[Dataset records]
=== Begin Enclosure ===

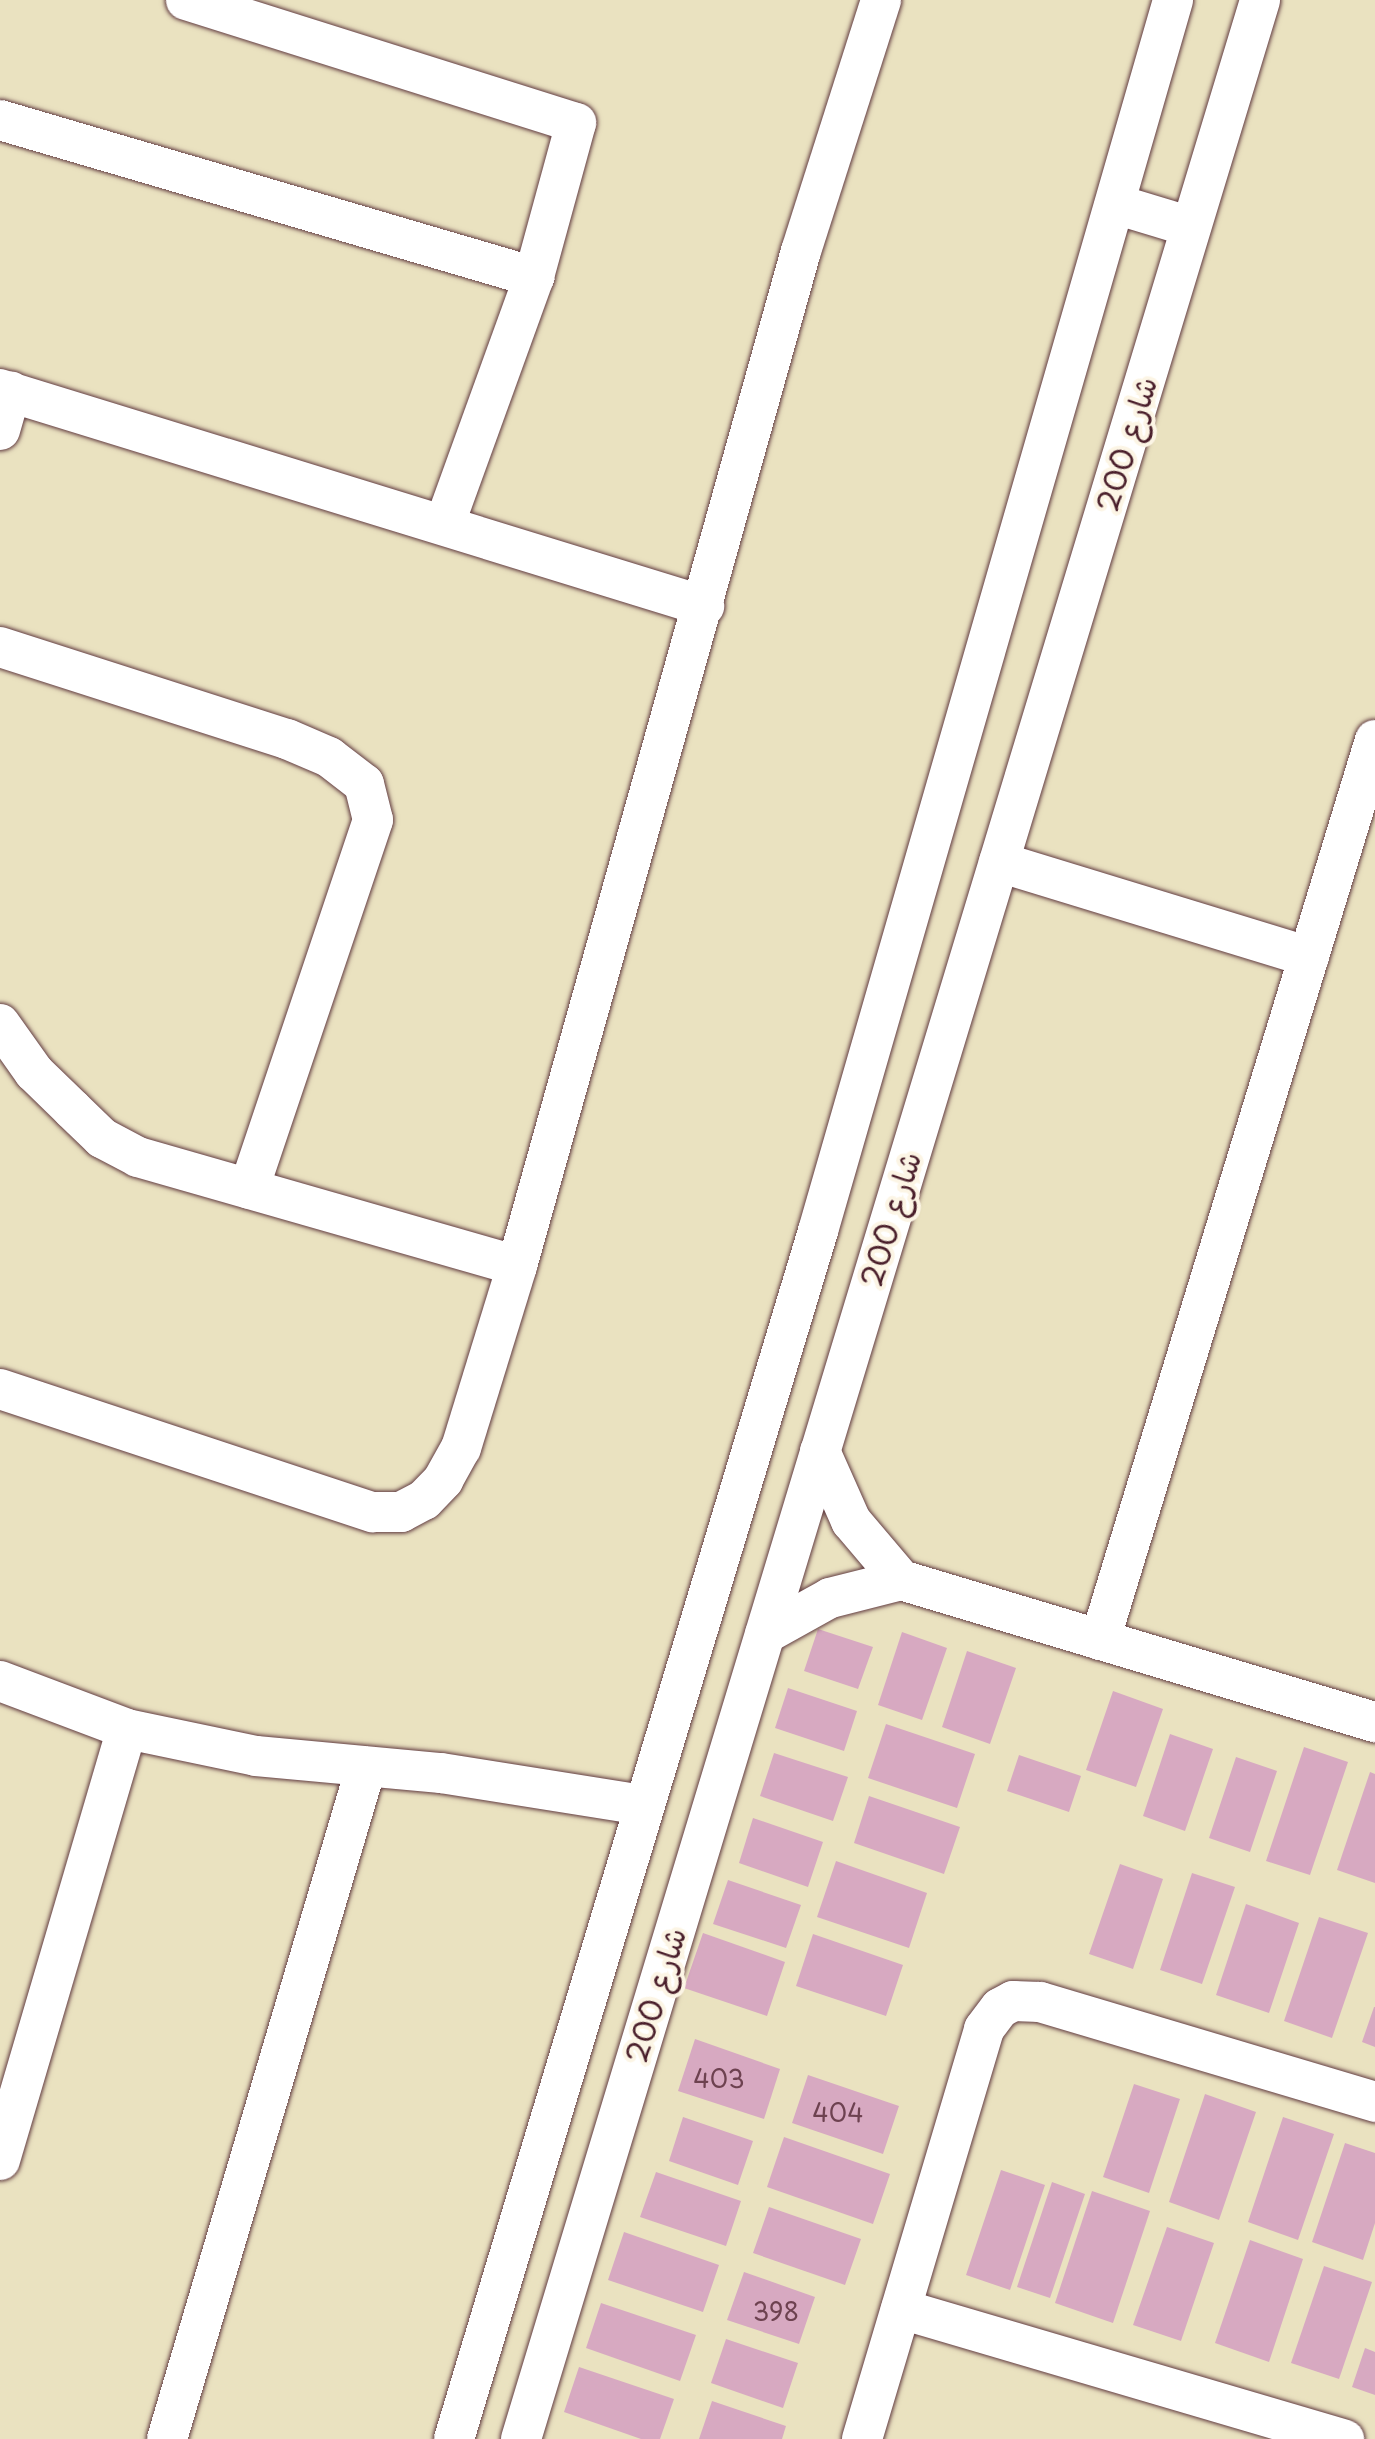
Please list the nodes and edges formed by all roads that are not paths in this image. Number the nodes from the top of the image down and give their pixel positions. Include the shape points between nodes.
1 (186, 0) edge
2 (881, 0) edge
3 (1173, 0) edge
4 (1260, 0) edge
5 (0, 120) edge
6 (1115, 204) junction
7 (1192, 228) junction
8 (534, 277) junction
9 (4, 403) edge
10 (445, 522) junction
11 (704, 606) junction
12 (0, 647) edge
13 (1375, 740) edge
14 (999, 862) junction
15 (1309, 957) junction
16 (0, 1024) edge
17 (249, 1189) junction
18 (818, 1232) junction
19 (882, 1249) junction
20 (517, 1266) junction
21 (0, 1390) edge
22 (820, 1451) junction
23 (901, 1580) junction
24 (765, 1634) junction
25 (1100, 1640) junction
26 (0, 1681) edge
27 (1375, 1722) edge
28 (127, 1729) junction
29 (366, 1768) junction
30 (642, 1806) junction
31 (1375, 2102) edge
32 (542, 2143) junction
33 (0, 2160) edge
34 (606, 2160) junction
35 (901, 2309) junction
36 (166, 2439) edge
37 (454, 2439) edge
38 (520, 2439) edge
39 (862, 2439) edge
40 (1344, 2439) edge

1 - 8 street via 576,123
2 - 11 street via 802,252
3 - 6 street
4 - 7 street, شارع 200
5 - 8 street
6 - 7 street
6 - 18 street
7 - 14 street, شارع 200
8 - 10 street
9 - 10 street
10 - 11 street
11 - 20 street
12 - 17 street via 287,739 329,757 364,784 373,820
13 - 15 street
14 - 15 street
14 - 19 street, شارع 200
15 - 25 street
16 - 17 street via 34,1072 102,1138 138,1156
17 - 20 street
18 - 19 street
18 - 30 street
19 - 22 street, شارع 200
20 - 21 street via 461,1448 443,1480 401,1512 342,1506
22 - 23 street via 851,1521
22 - 24 street, شارع 200
23 - 24 street via 830,1598
23 - 25 street
24 - 34 street, شارع 200
25 - 27 street
26 - 28 street
28 - 29 street via 256,1756
28 - 33 street
29 - 30 street via 560,1789
29 - 36 street
30 - 32 street
31 - 35 street via 1040,2002 1013,2001 984,2029
32 - 34 street
32 - 37 street
34 - 38 street, شارع 200
35 - 39 street
35 - 40 street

=== End Enclosure ===

* _Work task_:
Copy each line of the records above without change, but do not include any picture.

* _Exercise answer_:
Please list the nodes and edges formed by all roads that are not paths in this image. Number the nodes from the top of the image down and give their pixel positions. Include the shape points between nodes.
1 (186, 0) edge
2 (881, 0) edge
3 (1173, 0) edge
4 (1260, 0) edge
5 (0, 120) edge
6 (1115, 204) junction
7 (1192, 228) junction
8 (534, 277) junction
9 (4, 403) edge
10 (445, 522) junction
11 (704, 606) junction
12 (0, 647) edge
13 (1375, 740) edge
14 (999, 862) junction
15 (1309, 957) junction
16 (0, 1024) edge
17 (249, 1189) junction
18 (818, 1232) junction
19 (882, 1249) junction
20 (517, 1266) junction
21 (0, 1390) edge
22 (820, 1451) junction
23 (901, 1580) junction
24 (765, 1634) junction
25 (1100, 1640) junction
26 (0, 1681) edge
27 (1375, 1722) edge
28 (127, 1729) junction
29 (366, 1768) junction
30 (642, 1806) junction
31 (1375, 2102) edge
32 (542, 2143) junction
33 (0, 2160) edge
34 (606, 2160) junction
35 (901, 2309) junction
36 (166, 2439) edge
37 (454, 2439) edge
38 (520, 2439) edge
39 (862, 2439) edge
40 (1344, 2439) edge

1 - 8 street via 576,123
2 - 11 street via 802,252
3 - 6 street
4 - 7 street, شارع 200
5 - 8 street
6 - 7 street
6 - 18 street
7 - 14 street, شارع 200
8 - 10 street
9 - 10 street
10 - 11 street
11 - 20 street
12 - 17 street via 287,739 329,757 364,784 373,820
13 - 15 street
14 - 15 street
14 - 19 street, شارع 200
15 - 25 street
16 - 17 street via 34,1072 102,1138 138,1156
17 - 20 street
18 - 19 street
18 - 30 street
19 - 22 street, شارع 200
20 - 21 street via 461,1448 443,1480 401,1512 342,1506
22 - 23 street via 851,1521
22 - 24 street, شارع 200
23 - 24 street via 830,1598
23 - 25 street
24 - 34 street, شارع 200
25 - 27 street
26 - 28 street
28 - 29 street via 256,1756
28 - 33 street
29 - 30 street via 560,1789
29 - 36 street
30 - 32 street
31 - 35 street via 1040,2002 1013,2001 984,2029
32 - 34 street
32 - 37 street
34 - 38 street, شارع 200
35 - 39 street
35 - 40 street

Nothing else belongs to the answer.